BRIEF: Comb through the entries for "Laredo" and pull out each line that holds it.

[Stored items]
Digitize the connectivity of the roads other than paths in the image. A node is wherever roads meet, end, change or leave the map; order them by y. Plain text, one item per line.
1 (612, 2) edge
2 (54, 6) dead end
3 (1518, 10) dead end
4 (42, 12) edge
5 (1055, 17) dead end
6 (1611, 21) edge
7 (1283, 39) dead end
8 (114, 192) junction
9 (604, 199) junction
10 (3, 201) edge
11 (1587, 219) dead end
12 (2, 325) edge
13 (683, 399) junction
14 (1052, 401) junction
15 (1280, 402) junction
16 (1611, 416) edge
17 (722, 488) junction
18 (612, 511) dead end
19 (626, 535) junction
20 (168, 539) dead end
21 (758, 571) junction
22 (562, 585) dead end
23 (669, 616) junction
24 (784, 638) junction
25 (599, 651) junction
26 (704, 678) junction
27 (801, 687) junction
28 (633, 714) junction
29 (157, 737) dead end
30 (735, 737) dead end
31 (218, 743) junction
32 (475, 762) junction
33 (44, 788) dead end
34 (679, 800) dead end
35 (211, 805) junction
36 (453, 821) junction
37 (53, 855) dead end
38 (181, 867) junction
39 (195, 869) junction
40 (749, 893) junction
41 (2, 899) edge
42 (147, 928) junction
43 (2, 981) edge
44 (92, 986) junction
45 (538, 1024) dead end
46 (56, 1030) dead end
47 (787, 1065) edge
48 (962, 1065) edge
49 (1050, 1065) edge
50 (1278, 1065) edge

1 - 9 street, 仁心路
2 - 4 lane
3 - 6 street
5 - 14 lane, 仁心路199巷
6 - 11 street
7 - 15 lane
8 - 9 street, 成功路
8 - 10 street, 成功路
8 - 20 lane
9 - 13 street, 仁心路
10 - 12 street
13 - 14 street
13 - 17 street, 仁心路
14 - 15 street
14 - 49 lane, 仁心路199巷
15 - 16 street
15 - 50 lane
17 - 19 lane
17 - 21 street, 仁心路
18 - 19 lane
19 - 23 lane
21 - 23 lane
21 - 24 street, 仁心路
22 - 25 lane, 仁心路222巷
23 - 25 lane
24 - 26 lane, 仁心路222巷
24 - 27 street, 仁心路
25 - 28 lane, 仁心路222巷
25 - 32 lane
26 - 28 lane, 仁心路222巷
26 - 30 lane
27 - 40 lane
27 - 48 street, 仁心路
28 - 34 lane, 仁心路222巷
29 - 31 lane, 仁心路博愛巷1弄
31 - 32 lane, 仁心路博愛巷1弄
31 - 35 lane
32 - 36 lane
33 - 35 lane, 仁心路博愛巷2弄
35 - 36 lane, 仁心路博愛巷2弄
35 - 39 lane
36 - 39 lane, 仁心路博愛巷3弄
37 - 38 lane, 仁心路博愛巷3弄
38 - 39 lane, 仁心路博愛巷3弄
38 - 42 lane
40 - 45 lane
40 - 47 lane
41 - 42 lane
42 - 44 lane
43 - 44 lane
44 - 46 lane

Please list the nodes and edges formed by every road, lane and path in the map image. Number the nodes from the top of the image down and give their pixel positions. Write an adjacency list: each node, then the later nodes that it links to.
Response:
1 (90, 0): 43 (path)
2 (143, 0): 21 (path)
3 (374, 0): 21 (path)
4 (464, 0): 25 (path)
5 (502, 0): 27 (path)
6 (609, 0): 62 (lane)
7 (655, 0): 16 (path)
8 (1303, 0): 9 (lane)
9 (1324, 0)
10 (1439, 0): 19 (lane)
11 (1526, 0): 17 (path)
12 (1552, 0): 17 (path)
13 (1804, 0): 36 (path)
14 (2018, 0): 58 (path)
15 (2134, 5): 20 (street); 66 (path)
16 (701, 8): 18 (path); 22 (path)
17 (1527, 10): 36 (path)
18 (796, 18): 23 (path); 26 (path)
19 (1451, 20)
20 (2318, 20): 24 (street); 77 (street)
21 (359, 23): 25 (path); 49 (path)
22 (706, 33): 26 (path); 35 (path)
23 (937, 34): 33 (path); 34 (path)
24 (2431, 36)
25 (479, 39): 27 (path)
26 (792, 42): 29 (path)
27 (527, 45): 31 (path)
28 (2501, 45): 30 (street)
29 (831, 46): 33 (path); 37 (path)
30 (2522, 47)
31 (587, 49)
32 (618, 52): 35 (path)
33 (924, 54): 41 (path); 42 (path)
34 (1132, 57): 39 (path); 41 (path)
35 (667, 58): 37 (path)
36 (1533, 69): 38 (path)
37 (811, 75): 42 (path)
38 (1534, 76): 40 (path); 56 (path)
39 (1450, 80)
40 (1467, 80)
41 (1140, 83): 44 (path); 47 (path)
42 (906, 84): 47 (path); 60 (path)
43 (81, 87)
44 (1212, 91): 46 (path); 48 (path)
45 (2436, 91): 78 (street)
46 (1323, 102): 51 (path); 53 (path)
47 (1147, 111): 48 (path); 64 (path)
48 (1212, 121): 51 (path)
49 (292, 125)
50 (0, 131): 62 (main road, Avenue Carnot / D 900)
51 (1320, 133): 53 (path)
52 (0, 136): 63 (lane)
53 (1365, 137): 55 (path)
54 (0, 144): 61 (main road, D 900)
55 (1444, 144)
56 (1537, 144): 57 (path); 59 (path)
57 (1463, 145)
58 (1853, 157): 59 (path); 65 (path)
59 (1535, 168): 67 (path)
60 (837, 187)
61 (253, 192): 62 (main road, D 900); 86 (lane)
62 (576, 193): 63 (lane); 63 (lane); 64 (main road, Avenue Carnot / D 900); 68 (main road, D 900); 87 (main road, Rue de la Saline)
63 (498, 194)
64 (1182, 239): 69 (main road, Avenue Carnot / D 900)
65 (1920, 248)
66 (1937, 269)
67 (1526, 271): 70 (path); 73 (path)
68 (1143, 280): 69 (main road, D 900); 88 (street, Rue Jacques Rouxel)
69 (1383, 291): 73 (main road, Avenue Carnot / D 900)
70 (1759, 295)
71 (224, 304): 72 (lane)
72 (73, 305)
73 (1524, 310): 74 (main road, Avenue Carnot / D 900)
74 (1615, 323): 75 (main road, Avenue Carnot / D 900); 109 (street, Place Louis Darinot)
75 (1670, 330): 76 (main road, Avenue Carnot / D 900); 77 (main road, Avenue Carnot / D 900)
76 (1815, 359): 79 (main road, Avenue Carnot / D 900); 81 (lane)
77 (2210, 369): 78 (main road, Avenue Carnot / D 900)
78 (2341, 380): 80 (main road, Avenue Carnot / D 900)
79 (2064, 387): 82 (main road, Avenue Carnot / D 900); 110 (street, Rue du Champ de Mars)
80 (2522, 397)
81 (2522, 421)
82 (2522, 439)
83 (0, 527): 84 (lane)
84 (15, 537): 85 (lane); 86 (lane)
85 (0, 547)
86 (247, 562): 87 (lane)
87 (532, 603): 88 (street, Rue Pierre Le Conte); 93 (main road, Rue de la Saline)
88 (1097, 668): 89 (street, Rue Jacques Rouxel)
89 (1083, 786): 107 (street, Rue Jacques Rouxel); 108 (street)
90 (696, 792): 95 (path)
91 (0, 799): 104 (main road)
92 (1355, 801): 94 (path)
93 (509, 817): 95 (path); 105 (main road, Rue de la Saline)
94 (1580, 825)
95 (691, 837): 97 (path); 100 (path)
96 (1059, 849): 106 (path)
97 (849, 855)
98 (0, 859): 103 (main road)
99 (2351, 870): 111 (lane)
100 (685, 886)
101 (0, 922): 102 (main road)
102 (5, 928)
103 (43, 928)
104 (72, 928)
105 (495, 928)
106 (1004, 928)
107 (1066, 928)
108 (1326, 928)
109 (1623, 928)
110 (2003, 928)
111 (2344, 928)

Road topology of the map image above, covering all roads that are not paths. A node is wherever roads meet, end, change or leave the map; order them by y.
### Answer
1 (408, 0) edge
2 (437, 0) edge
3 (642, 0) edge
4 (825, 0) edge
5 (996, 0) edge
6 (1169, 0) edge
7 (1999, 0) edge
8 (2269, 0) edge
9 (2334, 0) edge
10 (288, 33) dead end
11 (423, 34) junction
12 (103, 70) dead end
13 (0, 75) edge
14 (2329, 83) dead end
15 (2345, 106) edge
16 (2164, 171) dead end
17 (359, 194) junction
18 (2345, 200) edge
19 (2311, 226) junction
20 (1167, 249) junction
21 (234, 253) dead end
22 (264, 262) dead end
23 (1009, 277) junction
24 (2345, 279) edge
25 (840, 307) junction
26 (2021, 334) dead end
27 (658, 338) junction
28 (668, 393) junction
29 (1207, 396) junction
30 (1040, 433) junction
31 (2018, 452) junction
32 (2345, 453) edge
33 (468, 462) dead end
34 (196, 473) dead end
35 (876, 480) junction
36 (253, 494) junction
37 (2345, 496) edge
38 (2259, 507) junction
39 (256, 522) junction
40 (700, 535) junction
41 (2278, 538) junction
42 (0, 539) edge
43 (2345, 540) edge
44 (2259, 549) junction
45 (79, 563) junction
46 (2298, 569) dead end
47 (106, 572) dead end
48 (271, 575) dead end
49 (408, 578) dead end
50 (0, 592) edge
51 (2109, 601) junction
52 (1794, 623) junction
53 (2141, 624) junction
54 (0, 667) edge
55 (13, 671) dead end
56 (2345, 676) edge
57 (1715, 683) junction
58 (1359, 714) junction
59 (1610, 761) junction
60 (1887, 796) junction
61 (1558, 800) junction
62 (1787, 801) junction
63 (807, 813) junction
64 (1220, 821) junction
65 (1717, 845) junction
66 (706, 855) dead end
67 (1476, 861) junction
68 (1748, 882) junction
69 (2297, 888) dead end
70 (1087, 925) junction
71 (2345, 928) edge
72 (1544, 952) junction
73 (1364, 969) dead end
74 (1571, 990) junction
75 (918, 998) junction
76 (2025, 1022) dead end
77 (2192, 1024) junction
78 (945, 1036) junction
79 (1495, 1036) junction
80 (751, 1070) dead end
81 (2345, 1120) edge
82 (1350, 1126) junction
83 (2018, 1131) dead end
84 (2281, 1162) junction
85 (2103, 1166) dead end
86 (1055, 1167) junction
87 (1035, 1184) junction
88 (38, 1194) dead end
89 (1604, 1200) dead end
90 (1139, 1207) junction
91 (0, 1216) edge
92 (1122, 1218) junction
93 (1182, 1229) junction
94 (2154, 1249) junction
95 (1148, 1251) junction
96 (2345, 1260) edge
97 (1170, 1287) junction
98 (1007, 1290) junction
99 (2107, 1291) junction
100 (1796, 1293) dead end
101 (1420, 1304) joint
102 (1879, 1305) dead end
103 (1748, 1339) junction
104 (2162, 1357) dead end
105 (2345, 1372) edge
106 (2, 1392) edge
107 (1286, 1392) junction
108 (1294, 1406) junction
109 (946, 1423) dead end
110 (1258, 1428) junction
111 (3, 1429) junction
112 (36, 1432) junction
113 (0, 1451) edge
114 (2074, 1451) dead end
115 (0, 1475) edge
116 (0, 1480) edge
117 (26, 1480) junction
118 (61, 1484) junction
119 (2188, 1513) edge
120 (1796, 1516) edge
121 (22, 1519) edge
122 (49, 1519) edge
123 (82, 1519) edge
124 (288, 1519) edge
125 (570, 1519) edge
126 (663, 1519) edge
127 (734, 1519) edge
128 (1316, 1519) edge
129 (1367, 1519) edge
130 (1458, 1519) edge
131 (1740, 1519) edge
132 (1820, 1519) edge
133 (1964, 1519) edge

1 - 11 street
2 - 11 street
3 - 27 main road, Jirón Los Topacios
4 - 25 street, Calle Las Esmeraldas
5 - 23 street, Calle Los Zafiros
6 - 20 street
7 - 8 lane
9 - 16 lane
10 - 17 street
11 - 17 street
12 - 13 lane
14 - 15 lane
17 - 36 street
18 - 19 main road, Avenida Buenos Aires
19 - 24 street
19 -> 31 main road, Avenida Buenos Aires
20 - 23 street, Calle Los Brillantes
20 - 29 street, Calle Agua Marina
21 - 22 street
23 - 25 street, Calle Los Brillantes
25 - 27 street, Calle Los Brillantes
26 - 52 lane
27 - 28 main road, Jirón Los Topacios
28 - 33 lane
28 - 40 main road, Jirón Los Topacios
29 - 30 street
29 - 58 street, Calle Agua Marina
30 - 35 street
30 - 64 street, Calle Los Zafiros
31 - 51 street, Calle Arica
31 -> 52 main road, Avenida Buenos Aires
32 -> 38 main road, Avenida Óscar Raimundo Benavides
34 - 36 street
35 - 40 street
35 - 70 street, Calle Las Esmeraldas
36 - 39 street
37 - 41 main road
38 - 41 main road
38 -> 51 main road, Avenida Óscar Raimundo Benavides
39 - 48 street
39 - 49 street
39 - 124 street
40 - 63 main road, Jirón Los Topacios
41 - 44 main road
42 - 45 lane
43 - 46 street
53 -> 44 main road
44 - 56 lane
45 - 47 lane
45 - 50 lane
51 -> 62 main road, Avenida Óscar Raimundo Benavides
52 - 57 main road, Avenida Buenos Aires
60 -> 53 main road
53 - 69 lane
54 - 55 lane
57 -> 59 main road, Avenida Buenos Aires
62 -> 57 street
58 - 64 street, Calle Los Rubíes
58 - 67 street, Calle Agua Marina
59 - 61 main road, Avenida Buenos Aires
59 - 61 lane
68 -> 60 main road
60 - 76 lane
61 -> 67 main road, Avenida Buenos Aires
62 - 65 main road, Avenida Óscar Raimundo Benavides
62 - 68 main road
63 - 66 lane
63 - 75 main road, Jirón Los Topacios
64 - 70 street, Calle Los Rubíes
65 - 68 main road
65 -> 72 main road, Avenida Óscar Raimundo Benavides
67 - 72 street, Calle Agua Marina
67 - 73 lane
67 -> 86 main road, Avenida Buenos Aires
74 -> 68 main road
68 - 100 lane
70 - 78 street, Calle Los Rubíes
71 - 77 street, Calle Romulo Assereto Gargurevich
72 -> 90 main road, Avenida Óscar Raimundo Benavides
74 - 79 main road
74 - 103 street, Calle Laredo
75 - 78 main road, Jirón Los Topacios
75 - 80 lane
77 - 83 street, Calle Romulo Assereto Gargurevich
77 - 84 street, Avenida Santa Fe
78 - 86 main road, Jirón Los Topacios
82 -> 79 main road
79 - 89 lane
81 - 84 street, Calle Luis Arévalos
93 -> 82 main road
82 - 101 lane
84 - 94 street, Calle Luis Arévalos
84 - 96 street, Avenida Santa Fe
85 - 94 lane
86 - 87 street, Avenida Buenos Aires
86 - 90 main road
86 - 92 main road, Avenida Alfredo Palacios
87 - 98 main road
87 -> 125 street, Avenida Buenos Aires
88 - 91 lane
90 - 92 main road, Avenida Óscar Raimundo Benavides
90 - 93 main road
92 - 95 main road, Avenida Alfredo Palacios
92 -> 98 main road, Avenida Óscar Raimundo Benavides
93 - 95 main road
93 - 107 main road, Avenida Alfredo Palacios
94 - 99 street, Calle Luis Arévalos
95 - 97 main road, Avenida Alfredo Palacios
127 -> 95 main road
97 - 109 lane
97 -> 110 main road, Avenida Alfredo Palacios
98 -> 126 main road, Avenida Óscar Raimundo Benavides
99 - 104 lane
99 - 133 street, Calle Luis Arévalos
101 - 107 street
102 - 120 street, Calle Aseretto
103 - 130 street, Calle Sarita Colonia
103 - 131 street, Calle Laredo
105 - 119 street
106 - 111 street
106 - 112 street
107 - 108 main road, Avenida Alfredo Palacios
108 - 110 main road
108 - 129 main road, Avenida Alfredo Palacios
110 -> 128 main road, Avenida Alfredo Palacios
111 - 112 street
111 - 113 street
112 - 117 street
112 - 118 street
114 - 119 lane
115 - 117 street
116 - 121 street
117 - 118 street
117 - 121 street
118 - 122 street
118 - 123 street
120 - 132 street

ANSWER BELOW:
74 - 103 street, Calle Laredo
103 - 131 street, Calle Laredo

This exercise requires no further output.